Só queria dizer que tenho lido todos os teus posts, mas este sobre essa do chouriço que só nós é que não vemos, mas as pessoas que vão a nossa casa é que reparam está fantástica, são coisas que todos nós já pensámos mas nunca exprimimos, excelente post, keep it up.
Abraço
Filipe Pereira said...
As coisas que de vez enquando trazes à tona das lembranças é impressionante. Não me passava pela cabeça a cena dos espinhos colados com custe, vão para aí uns 20 anos! Obrigado pela lembrança.

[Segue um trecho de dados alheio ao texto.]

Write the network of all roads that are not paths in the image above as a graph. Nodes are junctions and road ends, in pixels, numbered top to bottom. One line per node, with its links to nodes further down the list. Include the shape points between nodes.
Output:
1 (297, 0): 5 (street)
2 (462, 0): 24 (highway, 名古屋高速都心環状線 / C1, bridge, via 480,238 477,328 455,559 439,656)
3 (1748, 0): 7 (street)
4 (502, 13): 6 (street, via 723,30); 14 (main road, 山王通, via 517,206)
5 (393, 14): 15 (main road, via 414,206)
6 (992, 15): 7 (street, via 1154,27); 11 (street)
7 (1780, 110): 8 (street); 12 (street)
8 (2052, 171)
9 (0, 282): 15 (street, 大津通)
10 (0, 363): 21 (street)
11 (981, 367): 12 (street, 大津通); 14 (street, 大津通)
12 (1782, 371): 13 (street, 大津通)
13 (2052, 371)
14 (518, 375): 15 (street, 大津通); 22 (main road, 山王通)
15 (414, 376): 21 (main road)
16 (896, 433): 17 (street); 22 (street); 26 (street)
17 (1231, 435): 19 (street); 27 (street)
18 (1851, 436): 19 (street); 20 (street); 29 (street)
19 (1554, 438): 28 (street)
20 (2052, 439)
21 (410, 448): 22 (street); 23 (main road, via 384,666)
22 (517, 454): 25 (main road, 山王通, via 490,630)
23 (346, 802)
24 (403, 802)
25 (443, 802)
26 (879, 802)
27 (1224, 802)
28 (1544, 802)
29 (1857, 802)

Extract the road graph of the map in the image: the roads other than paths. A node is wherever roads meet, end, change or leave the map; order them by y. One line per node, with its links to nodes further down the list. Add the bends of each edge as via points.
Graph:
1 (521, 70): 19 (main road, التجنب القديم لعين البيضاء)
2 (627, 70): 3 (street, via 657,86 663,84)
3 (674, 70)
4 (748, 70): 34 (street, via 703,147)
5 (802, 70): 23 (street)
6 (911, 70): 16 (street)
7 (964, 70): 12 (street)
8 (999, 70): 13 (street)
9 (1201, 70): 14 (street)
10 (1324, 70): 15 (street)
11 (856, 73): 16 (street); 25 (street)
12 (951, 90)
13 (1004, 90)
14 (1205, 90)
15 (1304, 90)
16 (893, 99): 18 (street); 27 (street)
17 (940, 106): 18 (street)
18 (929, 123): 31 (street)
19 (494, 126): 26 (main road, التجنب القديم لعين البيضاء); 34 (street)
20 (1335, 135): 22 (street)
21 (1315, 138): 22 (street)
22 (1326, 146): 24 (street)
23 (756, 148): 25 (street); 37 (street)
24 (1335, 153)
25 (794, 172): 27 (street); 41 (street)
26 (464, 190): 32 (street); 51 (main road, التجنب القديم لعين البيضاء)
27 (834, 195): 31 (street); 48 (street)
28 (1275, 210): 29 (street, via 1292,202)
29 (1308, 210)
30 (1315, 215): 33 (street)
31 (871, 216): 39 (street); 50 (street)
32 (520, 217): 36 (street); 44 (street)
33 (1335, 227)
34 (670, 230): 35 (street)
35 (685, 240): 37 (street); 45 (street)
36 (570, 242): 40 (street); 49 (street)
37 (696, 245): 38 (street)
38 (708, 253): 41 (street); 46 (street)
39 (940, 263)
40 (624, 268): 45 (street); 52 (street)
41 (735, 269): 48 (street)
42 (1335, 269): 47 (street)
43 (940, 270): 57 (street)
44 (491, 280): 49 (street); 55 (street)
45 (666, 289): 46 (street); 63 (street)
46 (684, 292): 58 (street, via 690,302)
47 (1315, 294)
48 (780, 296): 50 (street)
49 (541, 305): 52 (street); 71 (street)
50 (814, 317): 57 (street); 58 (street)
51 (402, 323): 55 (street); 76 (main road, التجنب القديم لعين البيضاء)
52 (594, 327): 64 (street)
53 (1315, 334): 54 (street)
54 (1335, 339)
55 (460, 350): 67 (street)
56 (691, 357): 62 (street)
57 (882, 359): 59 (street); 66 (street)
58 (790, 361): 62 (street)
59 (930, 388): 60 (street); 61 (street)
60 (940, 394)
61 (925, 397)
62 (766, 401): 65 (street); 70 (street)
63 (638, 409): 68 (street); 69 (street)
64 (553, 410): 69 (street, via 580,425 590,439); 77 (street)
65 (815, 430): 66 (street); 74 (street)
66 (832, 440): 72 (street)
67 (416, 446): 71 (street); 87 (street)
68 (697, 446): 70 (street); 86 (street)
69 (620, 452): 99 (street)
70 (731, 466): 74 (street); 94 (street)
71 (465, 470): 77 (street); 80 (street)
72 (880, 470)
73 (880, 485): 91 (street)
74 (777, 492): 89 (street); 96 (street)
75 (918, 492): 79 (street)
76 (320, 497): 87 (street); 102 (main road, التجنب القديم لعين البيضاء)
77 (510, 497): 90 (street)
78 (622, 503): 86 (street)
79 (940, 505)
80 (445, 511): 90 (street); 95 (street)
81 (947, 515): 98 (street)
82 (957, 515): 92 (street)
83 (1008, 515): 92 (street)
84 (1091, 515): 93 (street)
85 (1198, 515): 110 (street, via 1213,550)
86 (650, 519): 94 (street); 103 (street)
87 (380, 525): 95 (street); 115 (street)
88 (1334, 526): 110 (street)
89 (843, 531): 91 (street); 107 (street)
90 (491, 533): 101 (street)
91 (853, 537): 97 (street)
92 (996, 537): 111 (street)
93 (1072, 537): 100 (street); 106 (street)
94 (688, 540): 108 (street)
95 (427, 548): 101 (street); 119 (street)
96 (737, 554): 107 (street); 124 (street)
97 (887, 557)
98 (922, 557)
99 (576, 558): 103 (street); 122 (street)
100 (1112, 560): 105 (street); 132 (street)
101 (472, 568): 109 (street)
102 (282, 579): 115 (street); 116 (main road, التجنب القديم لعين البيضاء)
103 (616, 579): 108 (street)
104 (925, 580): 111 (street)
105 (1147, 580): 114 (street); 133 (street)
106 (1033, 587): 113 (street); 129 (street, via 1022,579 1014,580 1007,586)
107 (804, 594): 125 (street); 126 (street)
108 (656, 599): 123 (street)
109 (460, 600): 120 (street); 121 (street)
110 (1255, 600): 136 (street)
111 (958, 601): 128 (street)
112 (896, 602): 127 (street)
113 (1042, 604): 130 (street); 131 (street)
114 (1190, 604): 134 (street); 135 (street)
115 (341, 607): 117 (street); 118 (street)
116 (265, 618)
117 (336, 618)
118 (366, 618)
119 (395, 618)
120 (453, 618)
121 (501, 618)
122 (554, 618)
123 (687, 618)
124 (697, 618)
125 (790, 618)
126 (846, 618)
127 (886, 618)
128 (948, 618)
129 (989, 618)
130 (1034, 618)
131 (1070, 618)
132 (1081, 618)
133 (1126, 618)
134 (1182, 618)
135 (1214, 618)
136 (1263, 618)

ps: estou à uma semana a ver se apanho qual foi o teu contributo pró Boa Noite Alvim e ainda não consegui. Quando apanho a repetição já lá está o Gimba e o JP Simões! Já chega destes dois...quero saber do Santo! Alguém ajuda?
said...
Se reparares bem no genérico, o Santo aparece na parte da pesquisa. Pelos vistos é o único de toda a equipa que sabe o usar o Google e escrever correctamente wikipédia.
Filipe Pereira said...
Até isso gostava de ver oh João!
Será que o YouTube já tem o genérico? Já agora mais algumas dicas sobre a prestação d'O Santo. Qual foi o contributo para lá da dactilografia!?
said...
Consta que faz de stand in do Alvim quando este está na maquilhagem e os técnicos querem acertar as luzes.
Filipe Pereira said...
Compreendo! E sendo tão esquivo como só ele, o Santo justifica o tempo que os gajos das luzes levaram até acertar-lhe com elas. E justifica depois, a deprimenta camada de base que o Alvim carregava na cara. Por uns momentos suspeitei estar a ver uma geisha no lugar do capitão.
said...
Pior que achar a rodela de chouriço so mesmo achar a revista playboy que procuramos durante 2 horas para esconde-la antes que as visitas chegassem!
Belo Blog!
said...
Nop!
Pior do que isso, é mesmo encontrar a Playboy e de seguida a rodelita... Exactamente por esta ordem...
Aí sim... seria a desgraça do artista!!!!